Jeffry Frieden
Global Capitalism
The Ottoman and Chinese empires are said to have faced threats to their sovereignty that required them to defer economic development. For example, one reason given for the Chinese government's hostility to railways was that foreign militaries, merchants, or missionaries might use railroads to compromise the security of the country. Yet the choice itself was revealing. For one thing, it simply assumed that the Chinese themselves would not be able to adopt the new technologies, including military use of railroads, while the Japanese did just that. For another thing, denying the nation a revolution in transportation simply to refuse foreigners access to it implied that the threat to government influence outweighed the opportunity for economic growth. Imperial power and stability were more important than development. Eventually the imperial government reversed itself after it used railroads to move government troops around quickly during the Boxer Rebellion of 1899-1900, and it embarked on a program to try to build railroads, but this was forty years too late. The military necessity argument is precisely backward: The accelerating infringements on Chinese and Ottoman sovereignty over the course of the nineteenth and early twentieth centuries were a result of their economic inadequacies, not their cause.
In the case of India, its status as a militarily crucial jewel in the British crown is sometimes alleged to have retarded growth, because of colonial neglect of economic needs. It is true that military needs motivated the principal British expenditure in India, the building of an extensive railroad system. But far from retarding development, the railways were probably the single most important source of what economic successes India registered. This alone was insufficient, however. Both the British and their Indian allies were, like the rulers of China and the Ottoman Empire, primarily concerned with maintaining political control and regarded aggressive developmental policies with suspicion.
By the last decades of the nineteenth century the disastrous development gap was clear, and reform movements grew in all three countries. There were many clearheaded and well-meaning agents of change, even inside government, but in most cases their efforts were hindered by continued imperial resistance.
Some of China's rulers, for example, embraced economic and political reform. But the government's reformist credentials were suspect, as the Chinese empress dowager showed when she backed the anti-Western Boxer Rebellion. Even the changes the Chinese government did implement were distorted by the influence of the traditional ruling classes.

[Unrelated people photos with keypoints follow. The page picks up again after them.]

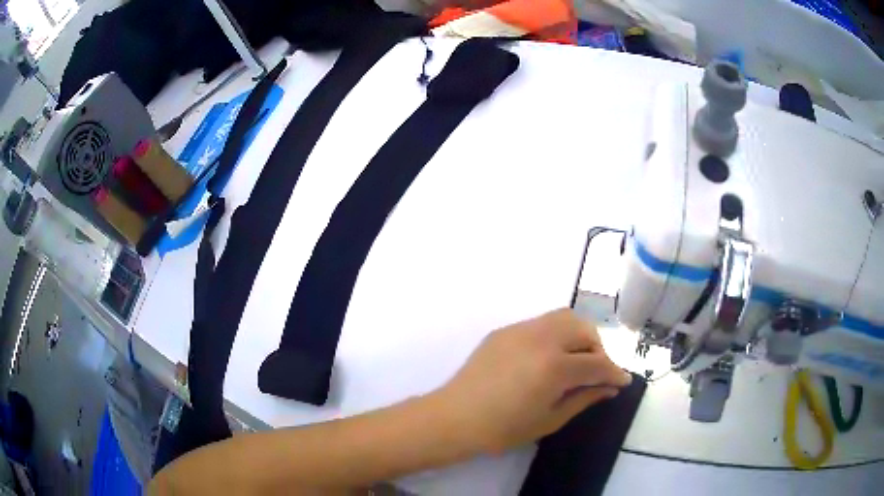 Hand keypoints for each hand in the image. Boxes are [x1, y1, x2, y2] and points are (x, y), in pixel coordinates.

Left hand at [434, 309, 631, 452]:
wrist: (455, 418)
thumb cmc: (503, 429)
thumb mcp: (550, 419)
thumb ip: (585, 398)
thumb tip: (610, 387)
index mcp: (554, 366)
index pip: (597, 363)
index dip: (615, 373)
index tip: (623, 381)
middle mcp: (541, 339)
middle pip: (584, 330)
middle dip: (597, 349)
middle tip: (594, 372)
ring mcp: (520, 330)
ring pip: (563, 318)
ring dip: (578, 336)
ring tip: (574, 361)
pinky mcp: (504, 330)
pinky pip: (541, 323)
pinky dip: (555, 335)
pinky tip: (547, 358) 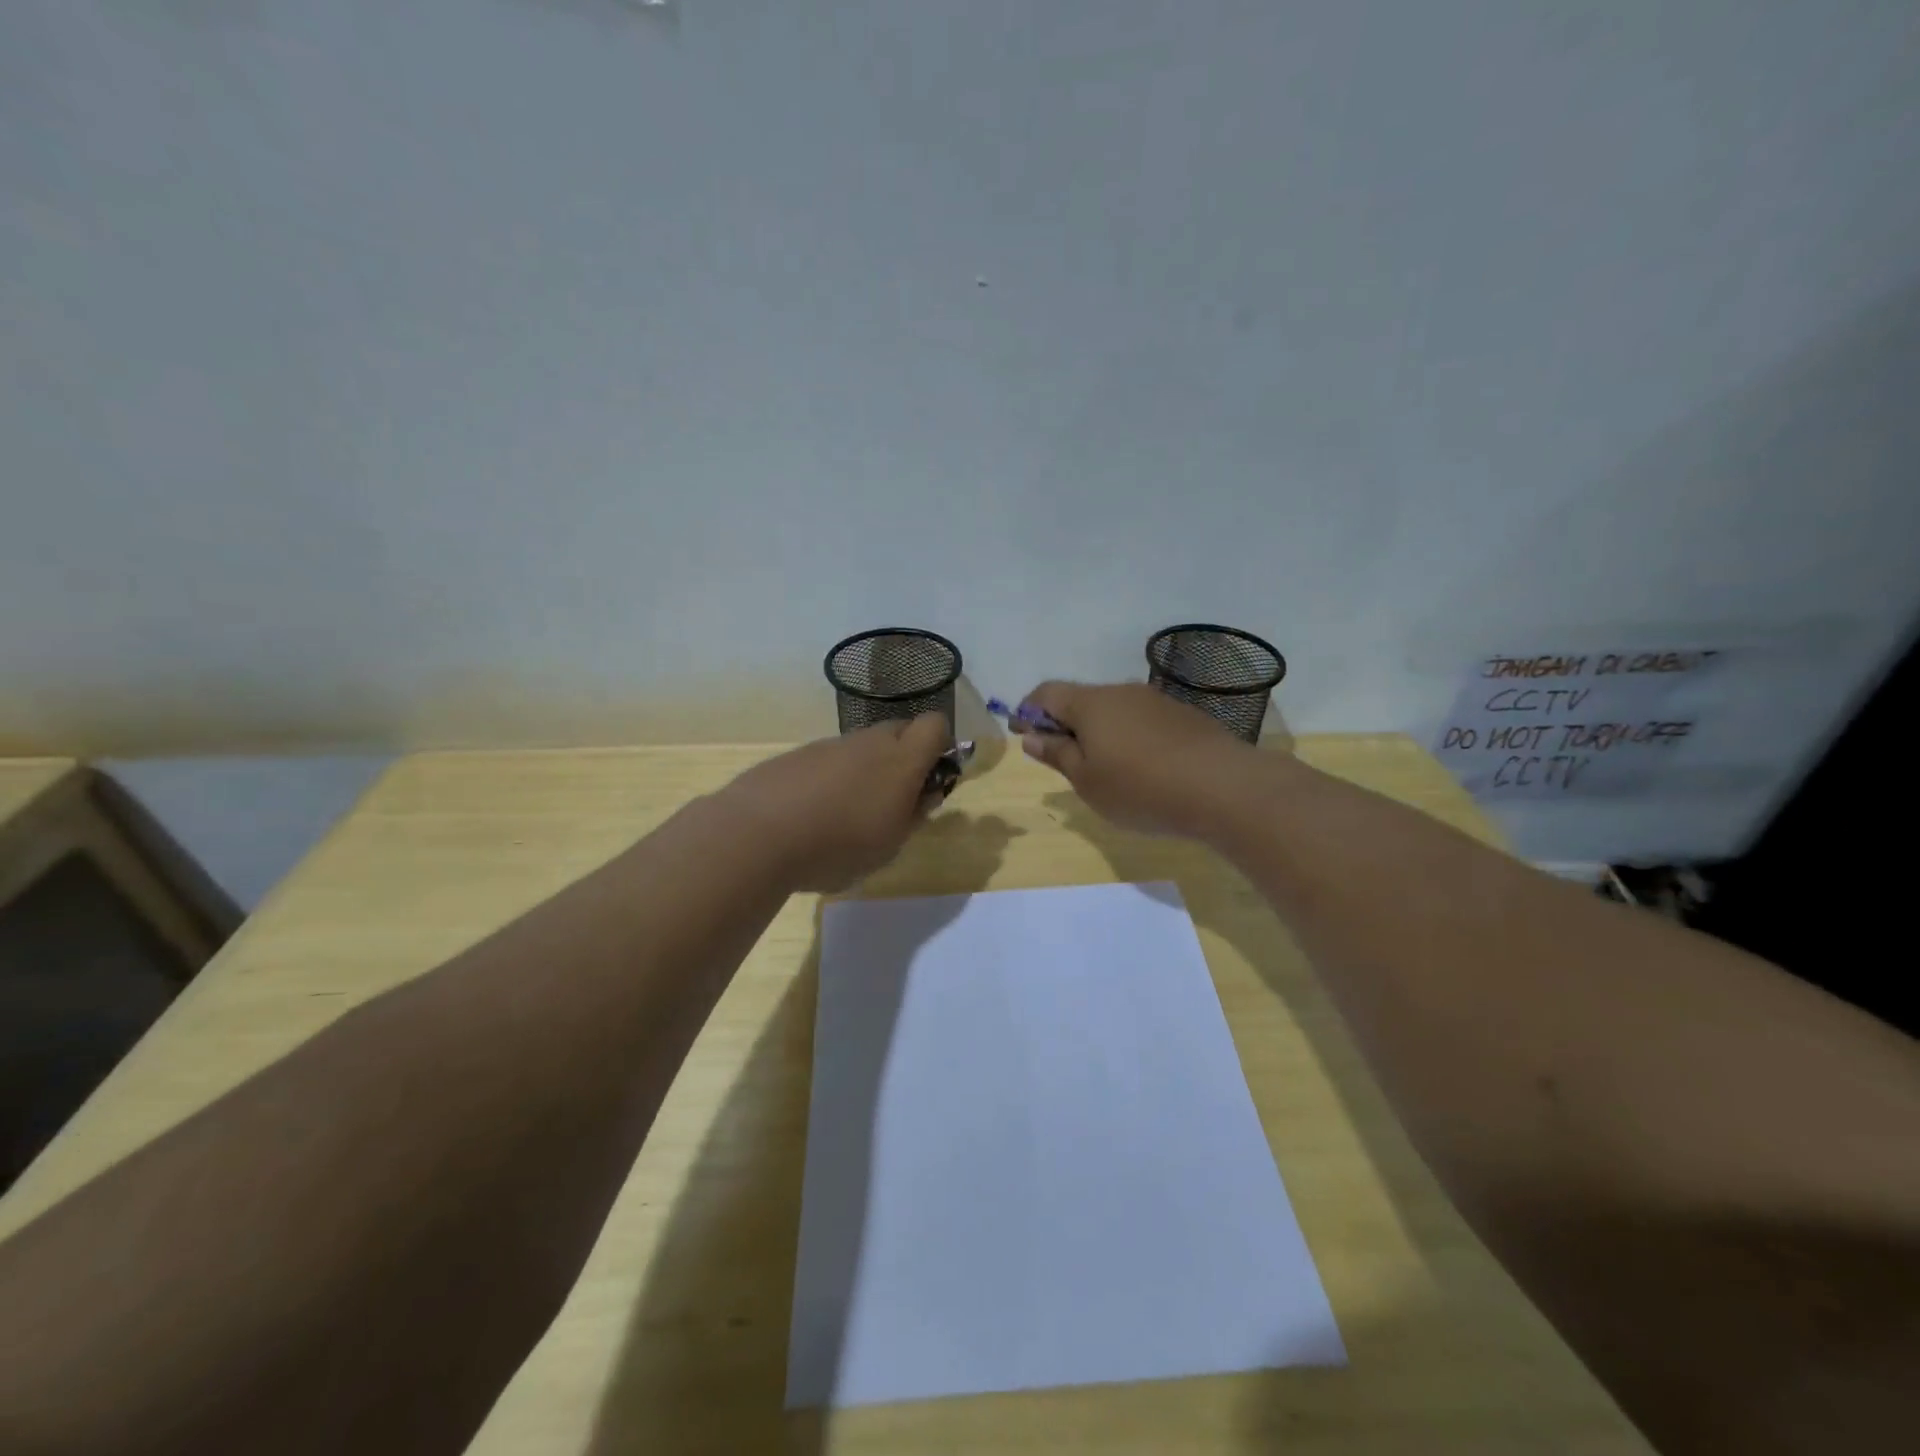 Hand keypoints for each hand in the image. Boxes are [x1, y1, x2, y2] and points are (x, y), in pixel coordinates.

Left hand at [719, 714, 951, 890]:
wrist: (755, 835)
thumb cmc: (836, 847)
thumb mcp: (888, 846)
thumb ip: (912, 816)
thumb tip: (924, 794)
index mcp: (900, 761)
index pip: (934, 725)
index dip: (939, 746)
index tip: (928, 780)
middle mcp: (867, 742)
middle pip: (898, 731)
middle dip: (903, 757)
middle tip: (890, 801)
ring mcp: (829, 745)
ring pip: (861, 747)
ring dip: (864, 770)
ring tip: (844, 815)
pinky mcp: (796, 755)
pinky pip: (828, 760)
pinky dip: (829, 779)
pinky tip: (810, 814)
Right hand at [1013, 682, 1253, 839]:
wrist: (1223, 787)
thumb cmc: (1140, 788)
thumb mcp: (1087, 780)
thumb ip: (1057, 754)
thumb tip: (1031, 736)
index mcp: (1090, 703)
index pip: (1046, 693)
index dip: (1028, 711)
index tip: (1024, 735)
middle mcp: (1121, 692)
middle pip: (1081, 700)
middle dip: (1065, 725)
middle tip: (1065, 761)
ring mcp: (1156, 702)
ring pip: (1114, 711)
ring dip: (1100, 733)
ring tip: (1106, 771)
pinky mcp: (1183, 717)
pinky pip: (1143, 722)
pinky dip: (1130, 739)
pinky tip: (1143, 770) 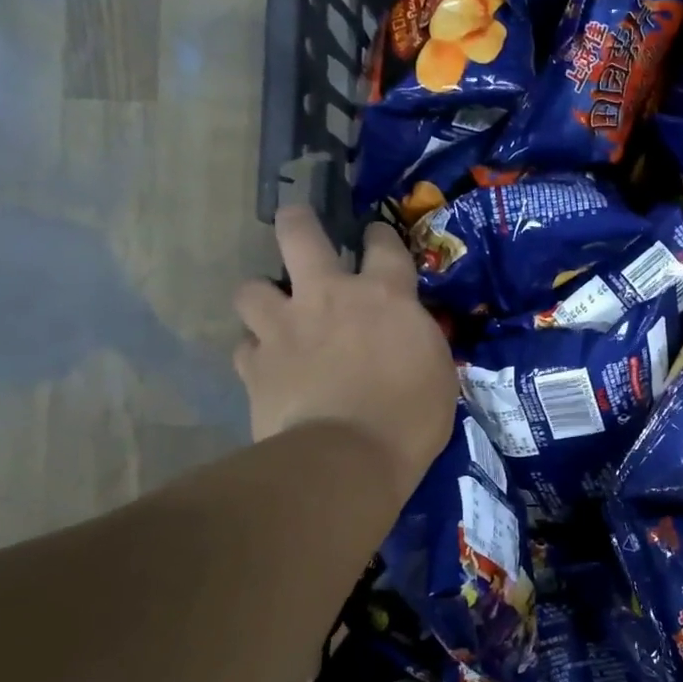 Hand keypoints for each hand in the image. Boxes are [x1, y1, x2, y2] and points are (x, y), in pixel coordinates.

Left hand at [233, 207, 456, 507]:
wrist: (349, 458)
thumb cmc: (411, 417)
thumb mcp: (437, 371)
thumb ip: (416, 341)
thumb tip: (407, 337)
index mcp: (384, 296)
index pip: (383, 245)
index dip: (378, 236)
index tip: (374, 237)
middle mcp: (328, 296)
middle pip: (299, 235)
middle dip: (296, 222)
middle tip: (296, 224)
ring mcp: (284, 327)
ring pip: (251, 289)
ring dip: (262, 298)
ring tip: (273, 314)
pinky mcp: (255, 365)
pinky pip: (245, 347)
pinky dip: (255, 352)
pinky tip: (265, 365)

One of the most pressing tasks was the development of modern industry which was virtually nonexistent in China. Yet the few national and regional rulers who encouraged industry did so primarily as a way of extending their own influence. The provincial governor of Hubei and Hunan, for example, set up the Hanyang Ironworks under his personal auspices. He himself placed the mill's orders for equipment by way of the Chinese ambassador in London, apparently on the principle that he wanted the latest in British equipment. Given the governor's ignorance of metalworking, the blast furnaces were inappropriate for local ore, while the coal intended for the mill was unusable. To make matters worse, the mill was built in a location that was too small and too damp but that had the virtue of being within sight of the governor's palace. The mill cost a fortune and failed miserably. The economic historian Albert Feuerwerker studied a host of these last-ditch attempts by the imperial government to stimulate industry. In case after case the schemes enriched a few merchants and officials but did nothing to modernize the country's economy. 'The overwhelming political weight of the scholar-gentry elite,' he wrote, 'was opposed or indifferent to industrialization.'
As entrenched interests sabotaged reform, opponents of the ruling classes picked up the banner of national renovation. Indian nationalists who wanted greater autonomy for the colony led the movement for economic development. Mid-ranking officers in the Ottoman Army spearheaded the drive for reform there. The Young Turks took power in 1908-1909, but their plans were overtaken by World War One. The war demonstrated just how calamitous delay had been, with massive Ottoman losses to foreigners and to indigenous nationalist movements. As the empire collapsed, another young officer, Mustafa Kemal (Ataturk), led the empire's remnants toward modernity as the new secular, republican Turkey. The relative successes of Ataturk's Turkey served only to highlight the retrograde nature of the regime it replaced.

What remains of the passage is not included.